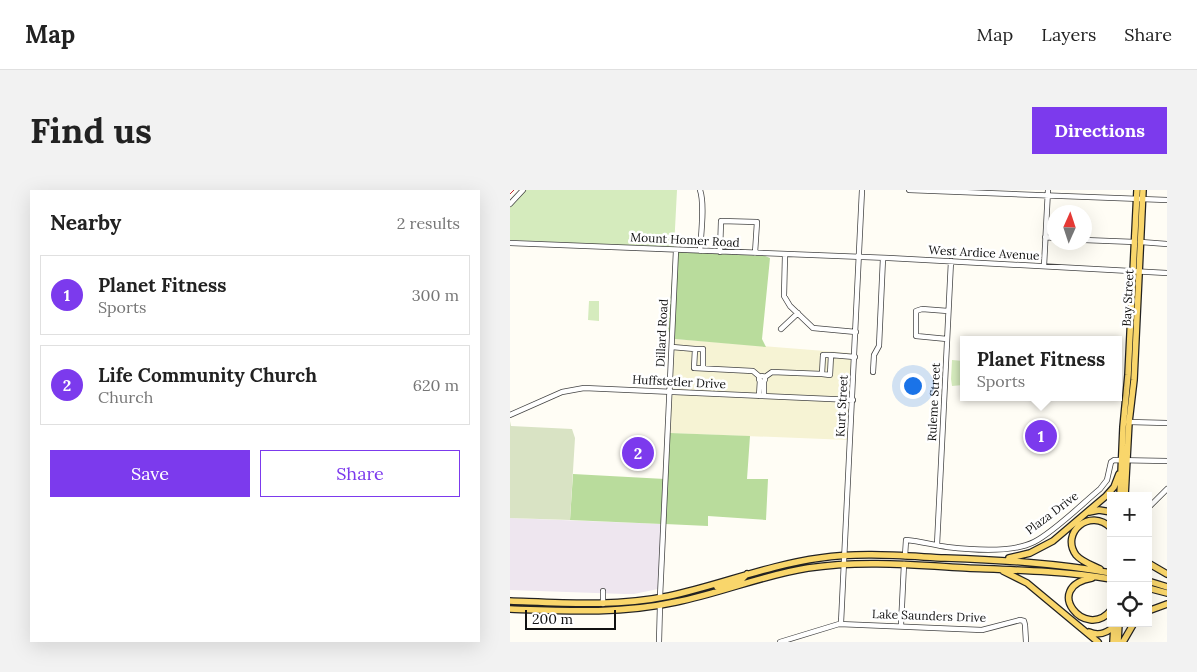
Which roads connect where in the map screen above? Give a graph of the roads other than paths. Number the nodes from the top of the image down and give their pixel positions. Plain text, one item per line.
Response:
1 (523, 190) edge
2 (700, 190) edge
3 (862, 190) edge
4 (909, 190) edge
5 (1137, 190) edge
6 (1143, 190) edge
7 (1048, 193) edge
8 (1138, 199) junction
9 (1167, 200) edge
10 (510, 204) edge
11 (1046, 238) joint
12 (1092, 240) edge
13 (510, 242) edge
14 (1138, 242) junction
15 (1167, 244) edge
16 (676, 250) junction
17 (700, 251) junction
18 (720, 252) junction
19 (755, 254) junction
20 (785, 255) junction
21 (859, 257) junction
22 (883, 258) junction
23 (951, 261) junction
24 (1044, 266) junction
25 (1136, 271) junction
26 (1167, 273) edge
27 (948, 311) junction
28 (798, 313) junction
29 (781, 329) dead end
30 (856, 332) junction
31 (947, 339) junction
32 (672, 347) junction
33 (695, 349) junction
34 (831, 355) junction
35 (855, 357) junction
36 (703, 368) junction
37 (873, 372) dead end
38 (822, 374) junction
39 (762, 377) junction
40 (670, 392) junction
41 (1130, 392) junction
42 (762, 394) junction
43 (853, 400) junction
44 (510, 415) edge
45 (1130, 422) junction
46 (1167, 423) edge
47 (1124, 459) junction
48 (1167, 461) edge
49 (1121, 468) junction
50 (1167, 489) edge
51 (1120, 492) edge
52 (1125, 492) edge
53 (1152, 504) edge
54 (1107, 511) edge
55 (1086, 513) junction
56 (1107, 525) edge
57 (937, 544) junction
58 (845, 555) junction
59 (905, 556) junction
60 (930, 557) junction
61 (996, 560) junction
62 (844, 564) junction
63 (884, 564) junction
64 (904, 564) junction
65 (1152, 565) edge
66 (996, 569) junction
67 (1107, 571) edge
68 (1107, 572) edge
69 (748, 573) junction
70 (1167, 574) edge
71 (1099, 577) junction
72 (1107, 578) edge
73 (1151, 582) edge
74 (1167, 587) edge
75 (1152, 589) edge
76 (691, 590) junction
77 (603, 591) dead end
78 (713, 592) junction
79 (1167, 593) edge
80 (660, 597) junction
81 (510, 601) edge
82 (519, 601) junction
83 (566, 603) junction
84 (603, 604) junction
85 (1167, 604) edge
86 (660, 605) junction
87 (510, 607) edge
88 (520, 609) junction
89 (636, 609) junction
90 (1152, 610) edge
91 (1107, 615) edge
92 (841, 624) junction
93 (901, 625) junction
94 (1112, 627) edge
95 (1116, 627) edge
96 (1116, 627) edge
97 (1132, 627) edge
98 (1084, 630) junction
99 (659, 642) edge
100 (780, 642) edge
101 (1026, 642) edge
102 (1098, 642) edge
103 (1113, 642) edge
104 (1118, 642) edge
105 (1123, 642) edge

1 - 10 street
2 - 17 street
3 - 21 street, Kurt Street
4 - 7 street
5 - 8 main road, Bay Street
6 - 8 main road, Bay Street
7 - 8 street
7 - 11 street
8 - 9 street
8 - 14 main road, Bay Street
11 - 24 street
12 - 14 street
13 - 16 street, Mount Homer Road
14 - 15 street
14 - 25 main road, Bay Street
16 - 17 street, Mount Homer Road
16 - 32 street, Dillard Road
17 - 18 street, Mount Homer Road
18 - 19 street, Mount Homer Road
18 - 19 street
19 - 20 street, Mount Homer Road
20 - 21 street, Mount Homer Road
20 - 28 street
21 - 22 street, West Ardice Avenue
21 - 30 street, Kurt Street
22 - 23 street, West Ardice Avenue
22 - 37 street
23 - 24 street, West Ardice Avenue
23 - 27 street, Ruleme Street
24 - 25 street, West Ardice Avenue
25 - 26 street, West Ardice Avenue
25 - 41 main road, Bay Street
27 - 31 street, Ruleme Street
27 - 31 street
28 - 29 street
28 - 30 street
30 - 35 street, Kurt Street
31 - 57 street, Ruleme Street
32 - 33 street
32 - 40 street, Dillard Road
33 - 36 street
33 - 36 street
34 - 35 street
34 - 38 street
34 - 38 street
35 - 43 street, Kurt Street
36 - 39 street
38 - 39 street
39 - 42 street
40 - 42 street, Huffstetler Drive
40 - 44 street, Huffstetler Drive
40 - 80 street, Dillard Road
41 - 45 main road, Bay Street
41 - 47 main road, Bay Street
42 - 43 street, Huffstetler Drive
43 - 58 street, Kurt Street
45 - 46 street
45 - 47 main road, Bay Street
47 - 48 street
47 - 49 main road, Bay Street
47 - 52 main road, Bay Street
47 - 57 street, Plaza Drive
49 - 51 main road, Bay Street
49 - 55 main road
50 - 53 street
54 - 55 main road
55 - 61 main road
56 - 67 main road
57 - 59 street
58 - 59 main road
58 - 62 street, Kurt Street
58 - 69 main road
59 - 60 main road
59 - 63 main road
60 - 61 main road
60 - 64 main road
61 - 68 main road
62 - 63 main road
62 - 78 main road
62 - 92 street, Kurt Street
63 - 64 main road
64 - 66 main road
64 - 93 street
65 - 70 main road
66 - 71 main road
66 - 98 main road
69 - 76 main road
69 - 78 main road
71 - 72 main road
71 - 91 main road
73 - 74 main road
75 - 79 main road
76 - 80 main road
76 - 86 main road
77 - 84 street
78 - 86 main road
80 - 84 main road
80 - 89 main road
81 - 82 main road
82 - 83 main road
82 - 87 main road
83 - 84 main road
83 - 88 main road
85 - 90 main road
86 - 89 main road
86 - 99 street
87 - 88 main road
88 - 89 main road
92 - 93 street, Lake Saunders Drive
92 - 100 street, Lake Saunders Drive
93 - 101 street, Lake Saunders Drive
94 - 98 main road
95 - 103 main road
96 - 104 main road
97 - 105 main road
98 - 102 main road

-.-.-

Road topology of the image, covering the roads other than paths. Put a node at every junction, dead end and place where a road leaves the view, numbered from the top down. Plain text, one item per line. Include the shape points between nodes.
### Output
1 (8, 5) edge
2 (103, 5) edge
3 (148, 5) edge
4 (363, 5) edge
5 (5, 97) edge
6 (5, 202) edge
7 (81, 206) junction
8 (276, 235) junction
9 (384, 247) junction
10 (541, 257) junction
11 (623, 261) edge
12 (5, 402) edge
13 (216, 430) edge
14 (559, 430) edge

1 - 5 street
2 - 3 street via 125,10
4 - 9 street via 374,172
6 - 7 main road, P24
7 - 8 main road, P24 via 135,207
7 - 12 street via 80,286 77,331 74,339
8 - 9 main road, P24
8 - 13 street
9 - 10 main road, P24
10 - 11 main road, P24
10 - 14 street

-.-.-

Problem details = What lines above contain the word "from"? Please copy each one.

Response =
Which roads connect where in the map screen above? Give a graph of the roads other than paths. Number the nodes from the top of the image down and give their pixel positions. Plain text, one item per line.
Road topology of the image, covering the roads other than paths. Put a node at every junction, dead end and place where a road leaves the view, numbered from the top down. Plain text, one item per line. Include the shape points between nodes.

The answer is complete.